Work instruction
Copy the data exactly. Images are to be left out.

Dataset entries
+-------+

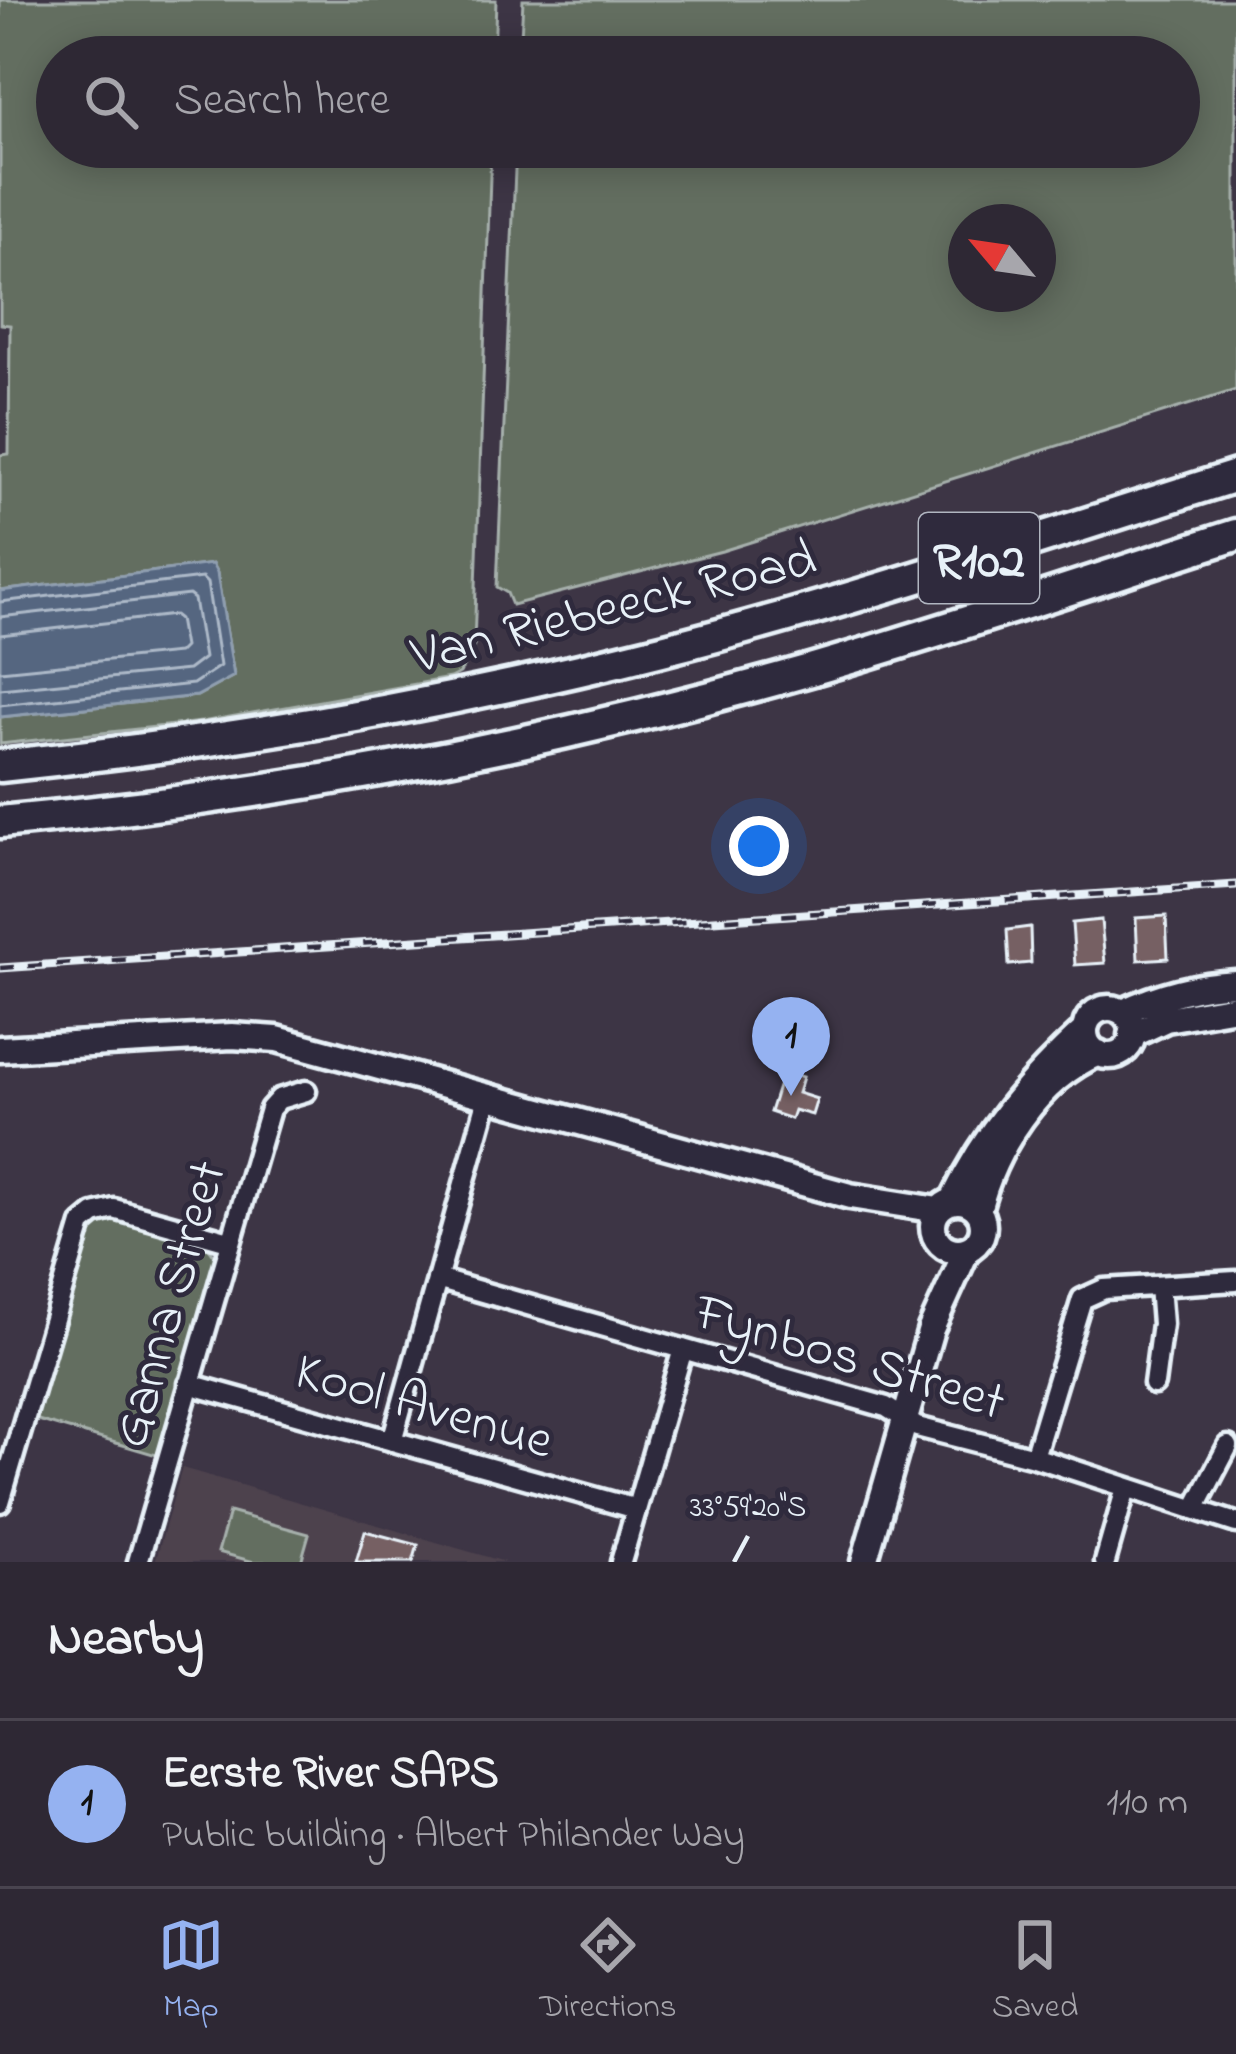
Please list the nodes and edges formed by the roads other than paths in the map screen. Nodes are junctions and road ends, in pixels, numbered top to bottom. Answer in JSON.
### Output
{"nodes":[{"id":1,"x":1236,"y":476,"type":"edge"},
{"id":2,"x":1236,"y":535,"type":"edge"},
{"id":3,"x":0,"y":766,"type":"edge"},
{"id":4,"x":0,"y":823,"type":"edge"},
{"id":5,"x":1236,"y":982,"type":"edge"},
{"id":6,"x":1236,"y":1007,"type":"edge"},
{"id":7,"x":1128,"y":1024,"type":"junction"},
{"id":8,"x":1085,"y":1030,"type":"junction"},
{"id":9,"x":0,"y":1049,"type":"edge"},
{"id":10,"x":1099,"y":1053,"type":"junction"},
{"id":11,"x":306,"y":1091,"type":"dead end"},
{"id":12,"x":489,"y":1094,"type":"junction"},
{"id":13,"x":979,"y":1211,"type":"junction"},
{"id":14,"x":941,"y":1222,"type":"junction"},
{"id":15,"x":229,"y":1241,"type":"junction"},
{"id":16,"x":967,"y":1250,"type":"junction"},
{"id":17,"x":437,"y":1279,"type":"junction"},
{"id":18,"x":1236,"y":1281,"type":"edge"},
{"id":19,"x":1159,"y":1286,"type":"junction"},
{"id":20,"x":931,"y":1328,"type":"junction"},
{"id":21,"x":683,"y":1349,"type":"junction"},
{"id":22,"x":189,"y":1384,"type":"junction"},
{"id":23,"x":1154,"y":1384,"type":"dead end"},
{"id":24,"x":905,"y":1418,"type":"junction"},
{"id":25,"x":392,"y":1441,"type":"junction"},
{"id":26,"x":1228,"y":1446,"type":"dead end"},
{"id":27,"x":1034,"y":1457,"type":"junction"},
{"id":28,"x":1126,"y":1488,"type":"junction"},
{"id":29,"x":0,"y":1502,"type":"edge"},
{"id":30,"x":1196,"y":1507,"type":"junction"},
{"id":31,"x":637,"y":1509,"type":"junction"},
{"id":32,"x":1236,"y":1522,"type":"edge"},
{"id":33,"x":138,"y":1562,"type":"edge"},
{"id":34,"x":621,"y":1562,"type":"edge"},
{"id":35,"x":864,"y":1562,"type":"edge"},
{"id":36,"x":1105,"y":1562,"type":"edge"}],
"edges":[{"from":1,"to":3,"type":"main road","name":"Van Riebeeck Road","number":"R102"},
{"from":2,"to":4,"type":"main road","name":"Van Riebeeck Road","number":"R102"},
{"from":5,"to":7,"type":"street"},
{"from":6,"to":7,"type":"street"},
{"from":7,"to":8,"type":"street"},
{"from":7,"to":10,"type":"street"},
{"from":8,"to":10,"type":"street"},
{"from":8,"to":14,"type":"street"},
{"from":9,"to":12,"type":"street"},
{"from":10,"to":13,"type":"street"},
{"from":11,"to":15,"type":"street","name":"Ganna Street"},
{"from":12,"to":14,"type":"street"},
{"from":12,"to":17,"type":"street"},
{"from":13,"to":14,"type":"street"},
{"from":13,"to":16,"type":"street"},
{"from":14,"to":16,"type":"street"},
{"from":14,"to":20,"type":"street"},
{"from":15,"to":22,"type":"street","name":"Ganna Street"},
{"from":15,"to":29,"type":"street"},
{"from":16,"to":20,"type":"street"},
{"from":17,"to":21,"type":"street","name":"Fynbos Street"},
{"from":17,"to":25,"type":"street"},
{"from":18,"to":19,"type":"street"},
{"from":19,"to":23,"type":"street"},
{"from":19,"to":27,"type":"street"},
{"from":20,"to":24,"type":"street"},
{"from":21,"to":24,"type":"street","name":"Fynbos Street"},
{"from":21,"to":31,"type":"street"},
{"from":22,"to":25,"type":"street","name":"Kool Avenue"},
{"from":22,"to":33,"type":"street","name":"Ganna Street"},
{"from":24,"to":27,"type":"street","name":"Fynbos Street"},
{"from":24,"to":35,"type":"street"},
{"from":25,"to":31,"type":"street","name":"Kool Avenue"},
{"from":26,"to":30,"type":"street"},
{"from":27,"to":28,"type":"street","name":"Fynbos Street"},
{"from":28,"to":30,"type":"street","name":"Fynbos Street"},
{"from":28,"to":36,"type":"street"},
{"from":30,"to":32,"type":"street","name":"Fynbos Street"},
{"from":31,"to":34,"type":"street"}]}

+-------+

Answer to this task
Please list the nodes and edges formed by the roads other than paths in the map screen. Nodes are junctions and road ends, in pixels, numbered top to bottom. Answer in JSON.
### Output
{"nodes":[{"id":1,"x":1236,"y":476,"type":"edge"},
{"id":2,"x":1236,"y":535,"type":"edge"},
{"id":3,"x":0,"y":766,"type":"edge"},
{"id":4,"x":0,"y":823,"type":"edge"},
{"id":5,"x":1236,"y":982,"type":"edge"},
{"id":6,"x":1236,"y":1007,"type":"edge"},
{"id":7,"x":1128,"y":1024,"type":"junction"},
{"id":8,"x":1085,"y":1030,"type":"junction"},
{"id":9,"x":0,"y":1049,"type":"edge"},
{"id":10,"x":1099,"y":1053,"type":"junction"},
{"id":11,"x":306,"y":1091,"type":"dead end"},
{"id":12,"x":489,"y":1094,"type":"junction"},
{"id":13,"x":979,"y":1211,"type":"junction"},
{"id":14,"x":941,"y":1222,"type":"junction"},
{"id":15,"x":229,"y":1241,"type":"junction"},
{"id":16,"x":967,"y":1250,"type":"junction"},
{"id":17,"x":437,"y":1279,"type":"junction"},
{"id":18,"x":1236,"y":1281,"type":"edge"},
{"id":19,"x":1159,"y":1286,"type":"junction"},
{"id":20,"x":931,"y":1328,"type":"junction"},
{"id":21,"x":683,"y":1349,"type":"junction"},
{"id":22,"x":189,"y":1384,"type":"junction"},
{"id":23,"x":1154,"y":1384,"type":"dead end"},
{"id":24,"x":905,"y":1418,"type":"junction"},
{"id":25,"x":392,"y":1441,"type":"junction"},
{"id":26,"x":1228,"y":1446,"type":"dead end"},
{"id":27,"x":1034,"y":1457,"type":"junction"},
{"id":28,"x":1126,"y":1488,"type":"junction"},
{"id":29,"x":0,"y":1502,"type":"edge"},
{"id":30,"x":1196,"y":1507,"type":"junction"},
{"id":31,"x":637,"y":1509,"type":"junction"},
{"id":32,"x":1236,"y":1522,"type":"edge"},
{"id":33,"x":138,"y":1562,"type":"edge"},
{"id":34,"x":621,"y":1562,"type":"edge"},
{"id":35,"x":864,"y":1562,"type":"edge"},
{"id":36,"x":1105,"y":1562,"type":"edge"}],
"edges":[{"from":1,"to":3,"type":"main road","name":"Van Riebeeck Road","number":"R102"},
{"from":2,"to":4,"type":"main road","name":"Van Riebeeck Road","number":"R102"},
{"from":5,"to":7,"type":"street"},
{"from":6,"to":7,"type":"street"},
{"from":7,"to":8,"type":"street"},
{"from":7,"to":10,"type":"street"},
{"from":8,"to":10,"type":"street"},
{"from":8,"to":14,"type":"street"},
{"from":9,"to":12,"type":"street"},
{"from":10,"to":13,"type":"street"},
{"from":11,"to":15,"type":"street","name":"Ganna Street"},
{"from":12,"to":14,"type":"street"},
{"from":12,"to":17,"type":"street"},
{"from":13,"to":14,"type":"street"},
{"from":13,"to":16,"type":"street"},
{"from":14,"to":16,"type":"street"},
{"from":14,"to":20,"type":"street"},
{"from":15,"to":22,"type":"street","name":"Ganna Street"},
{"from":15,"to":29,"type":"street"},
{"from":16,"to":20,"type":"street"},
{"from":17,"to":21,"type":"street","name":"Fynbos Street"},
{"from":17,"to":25,"type":"street"},
{"from":18,"to":19,"type":"street"},
{"from":19,"to":23,"type":"street"},
{"from":19,"to":27,"type":"street"},
{"from":20,"to":24,"type":"street"},
{"from":21,"to":24,"type":"street","name":"Fynbos Street"},
{"from":21,"to":31,"type":"street"},
{"from":22,"to":25,"type":"street","name":"Kool Avenue"},
{"from":22,"to":33,"type":"street","name":"Ganna Street"},
{"from":24,"to":27,"type":"street","name":"Fynbos Street"},
{"from":24,"to":35,"type":"street"},
{"from":25,"to":31,"type":"street","name":"Kool Avenue"},
{"from":26,"to":30,"type":"street"},
{"from":27,"to":28,"type":"street","name":"Fynbos Street"},
{"from":28,"to":30,"type":"street","name":"Fynbos Street"},
{"from":28,"to":36,"type":"street"},
{"from":30,"to":32,"type":"street","name":"Fynbos Street"},
{"from":31,"to":34,"type":"street"}]}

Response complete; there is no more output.